Popularising the local slang “Hosay” (“Great!”) has helped Tan stand out as a filmmaker who has embraced being Singaporean by touching on topics close to the hearts of the people. 8 Days magazine refers to Jacen's films as having “more Singaporean flavour than a pot of curry.”

Shot in 7 days with a borrowed camera, Tak Giu critiques the lack of playing spaces in Singapore in the context of the nation's drive to enter the World Cup Finals in 2010. Two years after Tak Giu was released, 284 State fields were upgraded and opened for public recreation. Tak Giu gathered over 100,000 internet views.

Jacen also served as assistant director on Han Yew Kwang's comedy hit, Rubbers.

In November 2005, Tan's 2nd film, Zo Peng (Go Army), won 2nd place at the Panasonic/MDA Digital Film Fiesta, and in 2008 received Jury Prize for Short Film from Asian Film Archive. In Singapore males are required to serve two years of mandatory army training as part of their national duties. Zo Peng postulates a future where females are similarly required to serve two years of mandatory army training. The film re-genders the issue of national duty and military service in a light-hearted comic treatment.ity.

Zo Gang, his 3rd short film about a struggling filmmaker wannabe. The film includes parodies and references to Quentin Tarantino, Eric Khoo, Jack Neo, Electrico, Royston Tan. It includes cameos of musicians from the Singapore rock scene such as Linda Ong from Lunarin and Patrick Chng of The Oddfellows.

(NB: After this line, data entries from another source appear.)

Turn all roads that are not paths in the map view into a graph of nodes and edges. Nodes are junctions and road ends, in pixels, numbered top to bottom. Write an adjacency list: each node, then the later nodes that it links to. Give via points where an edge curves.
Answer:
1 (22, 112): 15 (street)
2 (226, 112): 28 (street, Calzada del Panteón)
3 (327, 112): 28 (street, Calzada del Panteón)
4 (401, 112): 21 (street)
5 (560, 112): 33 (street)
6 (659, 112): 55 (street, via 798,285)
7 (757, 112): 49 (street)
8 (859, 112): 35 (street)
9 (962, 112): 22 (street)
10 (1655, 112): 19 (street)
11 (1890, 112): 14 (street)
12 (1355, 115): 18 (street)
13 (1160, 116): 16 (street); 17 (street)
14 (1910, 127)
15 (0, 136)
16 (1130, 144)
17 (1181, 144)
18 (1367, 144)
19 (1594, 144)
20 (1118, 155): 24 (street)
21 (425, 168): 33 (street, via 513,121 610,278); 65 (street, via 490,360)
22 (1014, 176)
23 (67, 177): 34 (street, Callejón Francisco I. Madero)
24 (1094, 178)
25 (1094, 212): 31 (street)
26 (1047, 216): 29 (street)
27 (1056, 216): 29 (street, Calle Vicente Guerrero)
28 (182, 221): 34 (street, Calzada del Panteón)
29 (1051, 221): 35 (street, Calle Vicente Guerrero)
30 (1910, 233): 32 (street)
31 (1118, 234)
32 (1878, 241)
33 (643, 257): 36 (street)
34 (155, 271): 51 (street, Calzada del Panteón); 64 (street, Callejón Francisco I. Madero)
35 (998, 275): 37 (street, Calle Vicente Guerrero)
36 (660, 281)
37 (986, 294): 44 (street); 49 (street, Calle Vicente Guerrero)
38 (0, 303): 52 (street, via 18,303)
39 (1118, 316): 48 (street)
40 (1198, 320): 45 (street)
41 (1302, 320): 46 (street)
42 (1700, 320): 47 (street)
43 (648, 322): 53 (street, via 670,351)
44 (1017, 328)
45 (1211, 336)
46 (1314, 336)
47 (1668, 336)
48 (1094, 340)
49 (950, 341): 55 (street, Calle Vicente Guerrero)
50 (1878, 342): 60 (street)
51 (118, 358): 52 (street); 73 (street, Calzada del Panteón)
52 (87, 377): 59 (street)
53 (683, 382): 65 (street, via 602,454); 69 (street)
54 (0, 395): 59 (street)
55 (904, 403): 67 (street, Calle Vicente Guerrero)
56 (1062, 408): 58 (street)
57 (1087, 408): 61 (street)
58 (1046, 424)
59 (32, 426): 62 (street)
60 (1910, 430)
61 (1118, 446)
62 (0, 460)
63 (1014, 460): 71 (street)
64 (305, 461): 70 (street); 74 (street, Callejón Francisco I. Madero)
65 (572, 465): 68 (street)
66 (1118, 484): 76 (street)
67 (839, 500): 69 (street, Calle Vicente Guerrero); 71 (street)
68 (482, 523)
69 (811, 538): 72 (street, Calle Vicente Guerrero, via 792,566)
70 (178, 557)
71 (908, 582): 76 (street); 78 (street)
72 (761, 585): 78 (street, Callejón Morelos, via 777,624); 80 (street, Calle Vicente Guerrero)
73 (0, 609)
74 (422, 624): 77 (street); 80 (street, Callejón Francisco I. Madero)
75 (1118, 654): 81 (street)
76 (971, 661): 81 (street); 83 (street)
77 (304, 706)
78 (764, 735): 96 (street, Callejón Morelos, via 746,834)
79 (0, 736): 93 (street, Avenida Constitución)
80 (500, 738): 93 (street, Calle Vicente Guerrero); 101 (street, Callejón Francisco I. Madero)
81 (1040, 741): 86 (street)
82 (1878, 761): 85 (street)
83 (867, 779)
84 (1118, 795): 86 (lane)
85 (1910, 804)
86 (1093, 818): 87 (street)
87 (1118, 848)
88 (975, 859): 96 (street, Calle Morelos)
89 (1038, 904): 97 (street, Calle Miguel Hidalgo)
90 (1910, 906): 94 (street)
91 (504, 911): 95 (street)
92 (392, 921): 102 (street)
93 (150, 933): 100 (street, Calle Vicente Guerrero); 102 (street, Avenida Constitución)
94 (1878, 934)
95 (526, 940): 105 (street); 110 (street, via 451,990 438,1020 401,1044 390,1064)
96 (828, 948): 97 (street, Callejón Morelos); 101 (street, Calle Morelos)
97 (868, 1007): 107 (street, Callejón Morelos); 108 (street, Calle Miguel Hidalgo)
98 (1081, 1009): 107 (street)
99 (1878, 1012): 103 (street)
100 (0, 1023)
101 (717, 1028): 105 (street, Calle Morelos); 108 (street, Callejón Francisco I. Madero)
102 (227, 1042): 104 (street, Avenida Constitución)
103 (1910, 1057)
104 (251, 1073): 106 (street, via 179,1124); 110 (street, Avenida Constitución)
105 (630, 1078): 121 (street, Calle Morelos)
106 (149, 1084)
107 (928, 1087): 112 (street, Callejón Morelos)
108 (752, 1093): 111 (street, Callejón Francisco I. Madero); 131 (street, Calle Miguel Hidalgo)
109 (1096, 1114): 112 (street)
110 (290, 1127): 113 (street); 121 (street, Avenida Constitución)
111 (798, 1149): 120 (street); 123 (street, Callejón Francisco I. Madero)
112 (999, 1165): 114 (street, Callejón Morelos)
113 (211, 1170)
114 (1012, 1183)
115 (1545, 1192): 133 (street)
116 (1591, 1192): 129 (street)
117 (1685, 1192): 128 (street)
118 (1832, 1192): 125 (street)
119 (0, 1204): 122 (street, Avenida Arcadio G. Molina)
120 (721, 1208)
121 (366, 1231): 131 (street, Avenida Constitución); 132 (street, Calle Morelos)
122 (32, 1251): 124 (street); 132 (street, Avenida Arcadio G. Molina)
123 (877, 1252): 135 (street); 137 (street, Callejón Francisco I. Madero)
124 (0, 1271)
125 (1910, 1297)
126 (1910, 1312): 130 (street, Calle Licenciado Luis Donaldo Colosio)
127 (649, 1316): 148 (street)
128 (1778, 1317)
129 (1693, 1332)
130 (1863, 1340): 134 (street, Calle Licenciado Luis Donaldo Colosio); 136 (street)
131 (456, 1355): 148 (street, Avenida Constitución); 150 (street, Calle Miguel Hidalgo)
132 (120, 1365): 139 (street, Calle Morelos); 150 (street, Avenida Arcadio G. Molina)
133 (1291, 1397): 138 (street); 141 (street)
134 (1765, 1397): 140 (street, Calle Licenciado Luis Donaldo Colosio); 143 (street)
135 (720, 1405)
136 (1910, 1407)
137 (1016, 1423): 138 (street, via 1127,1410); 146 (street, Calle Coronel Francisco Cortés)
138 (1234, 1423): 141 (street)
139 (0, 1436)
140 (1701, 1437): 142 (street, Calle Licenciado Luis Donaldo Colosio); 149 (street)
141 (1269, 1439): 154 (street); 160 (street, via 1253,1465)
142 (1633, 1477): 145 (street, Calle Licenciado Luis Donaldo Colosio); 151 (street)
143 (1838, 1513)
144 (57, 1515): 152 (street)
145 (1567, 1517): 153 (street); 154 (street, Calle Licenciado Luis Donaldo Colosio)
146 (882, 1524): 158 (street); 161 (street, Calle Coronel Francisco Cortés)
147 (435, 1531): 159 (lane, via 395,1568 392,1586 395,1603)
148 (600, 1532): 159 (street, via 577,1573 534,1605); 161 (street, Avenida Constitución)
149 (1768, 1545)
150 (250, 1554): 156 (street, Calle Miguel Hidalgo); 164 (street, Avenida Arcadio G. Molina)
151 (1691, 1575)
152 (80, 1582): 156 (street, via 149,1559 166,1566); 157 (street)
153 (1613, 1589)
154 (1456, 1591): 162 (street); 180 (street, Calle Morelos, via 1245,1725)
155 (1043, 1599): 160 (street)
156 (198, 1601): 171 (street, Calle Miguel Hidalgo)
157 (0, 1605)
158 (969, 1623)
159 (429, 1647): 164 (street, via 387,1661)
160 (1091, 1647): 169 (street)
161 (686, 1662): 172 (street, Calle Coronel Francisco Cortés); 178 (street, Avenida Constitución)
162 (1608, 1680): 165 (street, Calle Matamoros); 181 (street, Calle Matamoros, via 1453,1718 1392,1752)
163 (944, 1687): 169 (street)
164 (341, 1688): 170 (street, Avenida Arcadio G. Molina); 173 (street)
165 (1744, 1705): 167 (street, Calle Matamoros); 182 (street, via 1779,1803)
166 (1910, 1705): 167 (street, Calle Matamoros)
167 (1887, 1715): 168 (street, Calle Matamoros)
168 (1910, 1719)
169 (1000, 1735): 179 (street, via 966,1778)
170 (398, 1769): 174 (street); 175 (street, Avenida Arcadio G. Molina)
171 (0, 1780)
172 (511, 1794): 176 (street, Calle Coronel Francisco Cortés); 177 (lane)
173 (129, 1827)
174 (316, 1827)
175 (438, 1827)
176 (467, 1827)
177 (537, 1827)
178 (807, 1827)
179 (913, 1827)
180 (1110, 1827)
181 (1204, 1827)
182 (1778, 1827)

Zo Hee, the sequel to Zo Gang, was specially commissioned by The Substation Moving Images and premiered at The Substation during Moving Images' 10 years anniversary celebrations, and includes cameos by prominent Singapore film-makers such as Juan Foo, Tan Pin Pin, Sun Koh, Kristin Saw and Lionel Chok.

In 2009, Tan released Kwa Giu (Watch Football), a documentary tribute to the former National Stadium of Singapore. It was filmed during the AFC Cup Final (Singapore vs Thailand) on 31 January 2007. The stadium was demolished in 2010.

In 2011, Jacen released Hosaywood, a DVD compilation of his short films.

In 2015, Tan released Homeground, a documentary about playing spaces in Singapore. The film pays tribute to weekend warriors and their 'homegrounds' where they play soccer and forge friendships. The film was the winner of POSB's Storytellers Grant.

Zombiepura is Jacen's first feature film. The horror-comedy revolves around a zombie outbreak in an isolated army camp where a lazy reservist soldier and a commander need to fight to survive. The film stars Alaric Tay and Benjamin Heng. It has been described as 'Ah Boys To Men' meets 'The Walking Dead'.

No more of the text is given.